На передней лошади ехал Сашка. Он сидел высоко на вьюках в большущей, похожей на тюрбан шапке и раскачивался, как араб на верблюде. Сашка раскачивался от того, что конь под ним, а это был Петька, шел быстрым неровным шагом. Петька никогда не ходил под вьюками, они его раздражали.

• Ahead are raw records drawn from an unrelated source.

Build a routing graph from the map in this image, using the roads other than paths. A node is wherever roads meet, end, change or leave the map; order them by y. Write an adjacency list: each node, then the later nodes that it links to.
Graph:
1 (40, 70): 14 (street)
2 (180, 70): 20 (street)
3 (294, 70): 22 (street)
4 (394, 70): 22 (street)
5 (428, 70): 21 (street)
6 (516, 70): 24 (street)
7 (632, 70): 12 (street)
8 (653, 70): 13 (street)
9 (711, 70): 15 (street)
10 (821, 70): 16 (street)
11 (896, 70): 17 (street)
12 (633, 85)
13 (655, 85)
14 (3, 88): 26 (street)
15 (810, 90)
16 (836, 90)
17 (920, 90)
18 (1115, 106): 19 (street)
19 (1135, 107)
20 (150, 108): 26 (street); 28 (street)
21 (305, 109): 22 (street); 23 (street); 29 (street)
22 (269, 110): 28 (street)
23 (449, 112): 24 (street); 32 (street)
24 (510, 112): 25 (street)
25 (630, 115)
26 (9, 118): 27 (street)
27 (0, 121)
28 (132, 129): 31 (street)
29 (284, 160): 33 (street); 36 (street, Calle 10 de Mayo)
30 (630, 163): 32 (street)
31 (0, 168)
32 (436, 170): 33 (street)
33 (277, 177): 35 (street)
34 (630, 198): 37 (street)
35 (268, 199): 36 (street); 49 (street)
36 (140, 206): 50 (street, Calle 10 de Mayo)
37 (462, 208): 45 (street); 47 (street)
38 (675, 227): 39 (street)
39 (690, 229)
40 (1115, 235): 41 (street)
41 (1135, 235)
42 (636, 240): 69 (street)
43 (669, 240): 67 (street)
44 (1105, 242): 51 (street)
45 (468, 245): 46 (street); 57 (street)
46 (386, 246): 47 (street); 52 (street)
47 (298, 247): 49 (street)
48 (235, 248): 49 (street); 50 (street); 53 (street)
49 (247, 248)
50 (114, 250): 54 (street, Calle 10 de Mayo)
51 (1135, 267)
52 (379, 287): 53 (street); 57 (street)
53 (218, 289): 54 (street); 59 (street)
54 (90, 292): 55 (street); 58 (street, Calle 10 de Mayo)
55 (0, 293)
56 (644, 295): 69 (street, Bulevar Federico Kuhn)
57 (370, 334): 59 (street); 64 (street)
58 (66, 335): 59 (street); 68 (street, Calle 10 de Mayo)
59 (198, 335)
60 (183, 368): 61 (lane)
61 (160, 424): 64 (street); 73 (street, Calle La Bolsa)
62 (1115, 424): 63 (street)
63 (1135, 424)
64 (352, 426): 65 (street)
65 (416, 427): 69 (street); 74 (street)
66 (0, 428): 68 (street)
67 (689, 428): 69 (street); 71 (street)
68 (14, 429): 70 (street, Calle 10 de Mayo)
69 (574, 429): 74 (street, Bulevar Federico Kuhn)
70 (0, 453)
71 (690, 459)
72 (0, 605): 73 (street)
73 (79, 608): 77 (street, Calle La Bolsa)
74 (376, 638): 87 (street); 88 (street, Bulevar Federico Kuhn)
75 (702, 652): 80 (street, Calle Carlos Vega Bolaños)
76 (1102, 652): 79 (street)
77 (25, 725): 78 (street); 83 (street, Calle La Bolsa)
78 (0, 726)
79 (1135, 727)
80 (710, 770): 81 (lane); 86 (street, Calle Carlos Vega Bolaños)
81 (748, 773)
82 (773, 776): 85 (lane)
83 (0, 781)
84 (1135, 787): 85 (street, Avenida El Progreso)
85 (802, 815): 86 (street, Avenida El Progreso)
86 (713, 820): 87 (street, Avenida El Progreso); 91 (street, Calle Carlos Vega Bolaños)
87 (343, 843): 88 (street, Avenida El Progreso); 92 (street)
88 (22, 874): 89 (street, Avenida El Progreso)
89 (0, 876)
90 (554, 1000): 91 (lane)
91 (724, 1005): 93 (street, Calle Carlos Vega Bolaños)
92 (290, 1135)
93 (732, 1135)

А идущий рядом Миша Паутов нет-нет да и подхлестнет с оттяжечкой Петьку вицей по брюху. Конь нервно вздрагивает, напряженно выгибает хвост и начинает брыкать задними ногами с явным намерением освободиться от груза.

— Ты что издеваешься над лошадью? — крикнул Борис и схватил Мишину вицу.

— Не издеваюсь я. Хитрющий этот Сашка-Дед, сбросить его надо... Сегодня должен ехать Бурбон Четвертый, он вчера весь день шел, а едет опять Дед. Вчера и сегодня Дед...

Но тут подъехал Толя Мурзин, послушал Мишины жалобы и сказал:

— Бурбон Четвертый едет на Сивке, Витька Шатров его пустил. Хочешь, и ты садись, я пойду пешком.

— Не-е, я не хочу-у, — поспешно отказался Миша. — Просто Дед хитрый, совсем не гонит. — И Миша принялся торопливо рассказывать про то, как Сашка Смирнов всегда отлынивает от работы, никому не дает спать в палатке, обманывает маленьких.

Толя немножко подумал и вынес заключение:

— Знаешь, кто он? Сачок. И филон еще...

Непонятно, откуда взял Толя эти слова, но Мише они показались самыми верными. Он хихикнул. А потом побежал сообщить новинку ребятам.

Незнакомые слова не сходили с уст — и все для того, чтобы уязвить твердолобого Сашку. Уязвили они его или нет, не знаю, но с того дня за Сашкой Смирновым прочно утвердилось новое прозвище — Филоненко-Сачковский.

Толя Мурзин ехал на мохноногой Машке. Машка — маленькая длинношерстная кобылка с тихими, дремлющими глазами. Она несла легкие вьюки, поэтому Толя сидел удобно, ладный и стройный, как княжич. Он большой выдумщик. Для него нет ничего проще окрестить любого новым метким прозвищем, выкинуть ка-кую-нибудь штуку. Толя выделялся не только тем, что лучше одет, но и какой-то своей ребяческой статью. У него чистое и красивое лицо, гибкое тело. Не сходя с лошади, Толя может переобуться, подхватить с земли сбитую веткой чью-то шапку, взмахом прута метко сразить пышный венец высокой пучки. Ребята подражают ему.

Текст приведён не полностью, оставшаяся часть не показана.